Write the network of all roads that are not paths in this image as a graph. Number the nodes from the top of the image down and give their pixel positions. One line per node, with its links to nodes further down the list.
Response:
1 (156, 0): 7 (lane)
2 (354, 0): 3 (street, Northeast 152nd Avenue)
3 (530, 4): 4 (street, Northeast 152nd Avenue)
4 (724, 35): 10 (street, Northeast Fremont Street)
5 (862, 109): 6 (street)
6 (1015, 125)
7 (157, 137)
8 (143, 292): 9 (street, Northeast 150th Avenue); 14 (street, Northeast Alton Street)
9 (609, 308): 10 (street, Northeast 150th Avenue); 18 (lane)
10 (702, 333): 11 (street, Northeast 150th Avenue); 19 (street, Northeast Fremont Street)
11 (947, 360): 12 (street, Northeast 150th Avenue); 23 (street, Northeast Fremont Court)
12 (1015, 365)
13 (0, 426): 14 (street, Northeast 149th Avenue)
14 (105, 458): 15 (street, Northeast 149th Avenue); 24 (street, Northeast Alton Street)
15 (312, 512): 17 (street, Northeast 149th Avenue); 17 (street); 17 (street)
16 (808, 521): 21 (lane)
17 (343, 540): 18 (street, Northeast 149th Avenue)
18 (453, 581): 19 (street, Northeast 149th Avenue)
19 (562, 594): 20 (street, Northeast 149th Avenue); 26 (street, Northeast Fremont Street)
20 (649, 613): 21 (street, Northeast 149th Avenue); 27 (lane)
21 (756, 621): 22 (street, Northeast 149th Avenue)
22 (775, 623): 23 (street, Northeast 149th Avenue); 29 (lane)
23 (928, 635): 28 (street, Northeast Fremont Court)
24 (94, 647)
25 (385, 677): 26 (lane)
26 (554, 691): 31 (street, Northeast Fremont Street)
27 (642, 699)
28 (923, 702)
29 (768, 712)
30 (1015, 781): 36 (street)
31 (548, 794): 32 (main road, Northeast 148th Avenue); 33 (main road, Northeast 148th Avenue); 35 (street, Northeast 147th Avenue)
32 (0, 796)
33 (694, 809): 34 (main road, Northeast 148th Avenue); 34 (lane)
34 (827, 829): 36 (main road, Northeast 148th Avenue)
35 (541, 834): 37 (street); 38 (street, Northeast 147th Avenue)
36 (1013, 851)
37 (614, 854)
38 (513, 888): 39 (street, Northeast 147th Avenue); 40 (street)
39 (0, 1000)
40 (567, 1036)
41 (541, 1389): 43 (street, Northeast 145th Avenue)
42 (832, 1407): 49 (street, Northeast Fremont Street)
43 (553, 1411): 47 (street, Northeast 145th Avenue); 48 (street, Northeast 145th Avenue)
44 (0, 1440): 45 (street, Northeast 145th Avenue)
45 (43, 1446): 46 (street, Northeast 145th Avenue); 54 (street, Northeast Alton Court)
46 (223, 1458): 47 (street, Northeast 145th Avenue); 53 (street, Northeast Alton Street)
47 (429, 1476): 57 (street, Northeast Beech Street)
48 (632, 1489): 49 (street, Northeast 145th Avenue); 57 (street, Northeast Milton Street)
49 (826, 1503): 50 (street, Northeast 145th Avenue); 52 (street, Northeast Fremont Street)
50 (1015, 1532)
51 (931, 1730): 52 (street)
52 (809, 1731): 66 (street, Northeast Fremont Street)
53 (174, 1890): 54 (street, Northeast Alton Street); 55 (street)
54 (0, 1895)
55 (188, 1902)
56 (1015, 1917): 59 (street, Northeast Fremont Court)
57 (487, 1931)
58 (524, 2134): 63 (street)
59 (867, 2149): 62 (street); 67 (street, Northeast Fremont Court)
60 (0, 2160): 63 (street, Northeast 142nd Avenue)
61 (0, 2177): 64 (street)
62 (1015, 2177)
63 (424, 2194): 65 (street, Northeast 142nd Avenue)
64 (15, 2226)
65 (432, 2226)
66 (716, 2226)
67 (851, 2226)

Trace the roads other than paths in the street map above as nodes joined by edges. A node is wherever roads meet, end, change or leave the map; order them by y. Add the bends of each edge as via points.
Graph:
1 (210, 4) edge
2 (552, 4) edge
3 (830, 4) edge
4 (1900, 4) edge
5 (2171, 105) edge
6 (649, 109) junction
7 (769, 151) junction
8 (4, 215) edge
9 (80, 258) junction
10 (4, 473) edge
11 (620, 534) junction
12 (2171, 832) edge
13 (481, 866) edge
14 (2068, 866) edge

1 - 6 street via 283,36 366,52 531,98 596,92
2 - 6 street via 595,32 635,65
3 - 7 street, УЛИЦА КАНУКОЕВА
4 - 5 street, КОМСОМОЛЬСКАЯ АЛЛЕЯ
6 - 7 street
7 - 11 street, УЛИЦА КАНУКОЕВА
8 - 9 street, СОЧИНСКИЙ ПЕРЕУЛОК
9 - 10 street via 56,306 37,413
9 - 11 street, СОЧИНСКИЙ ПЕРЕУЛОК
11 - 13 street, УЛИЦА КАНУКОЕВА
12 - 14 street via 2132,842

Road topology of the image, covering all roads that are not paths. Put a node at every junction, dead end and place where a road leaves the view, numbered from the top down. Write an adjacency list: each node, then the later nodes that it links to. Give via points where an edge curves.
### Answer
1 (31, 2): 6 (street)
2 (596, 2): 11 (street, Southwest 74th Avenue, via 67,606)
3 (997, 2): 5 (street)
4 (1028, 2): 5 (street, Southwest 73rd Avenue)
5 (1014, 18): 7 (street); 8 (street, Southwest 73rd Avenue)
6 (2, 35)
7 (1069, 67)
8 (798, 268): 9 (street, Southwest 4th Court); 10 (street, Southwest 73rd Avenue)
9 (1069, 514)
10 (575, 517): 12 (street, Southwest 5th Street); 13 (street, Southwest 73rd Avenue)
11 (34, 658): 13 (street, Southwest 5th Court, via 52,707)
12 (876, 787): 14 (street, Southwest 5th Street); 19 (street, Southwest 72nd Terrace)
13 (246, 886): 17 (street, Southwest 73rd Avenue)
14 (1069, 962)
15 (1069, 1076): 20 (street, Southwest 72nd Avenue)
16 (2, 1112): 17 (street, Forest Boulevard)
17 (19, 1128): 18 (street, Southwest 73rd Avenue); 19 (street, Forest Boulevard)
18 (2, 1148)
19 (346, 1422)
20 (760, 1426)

################

| Activity |
Check each line above for the string "node" and show the ones that have it.

| Result of the task |
Write the network of all roads that are not paths in this image as a graph. Number the nodes from the top of the image down and give their pixel positions. One line per node, with its links to nodes further down the list.
Trace the roads other than paths in the street map above as nodes joined by edges. A node is wherever roads meet, end, change or leave the map; order them by y. Add the bends of each edge as via points.
Road topology of the image, covering all roads that are not paths. Put a node at every junction, dead end and place where a road leaves the view, numbered from the top down. Write an adjacency list: each node, then the later nodes that it links to. Give via points where an edge curves.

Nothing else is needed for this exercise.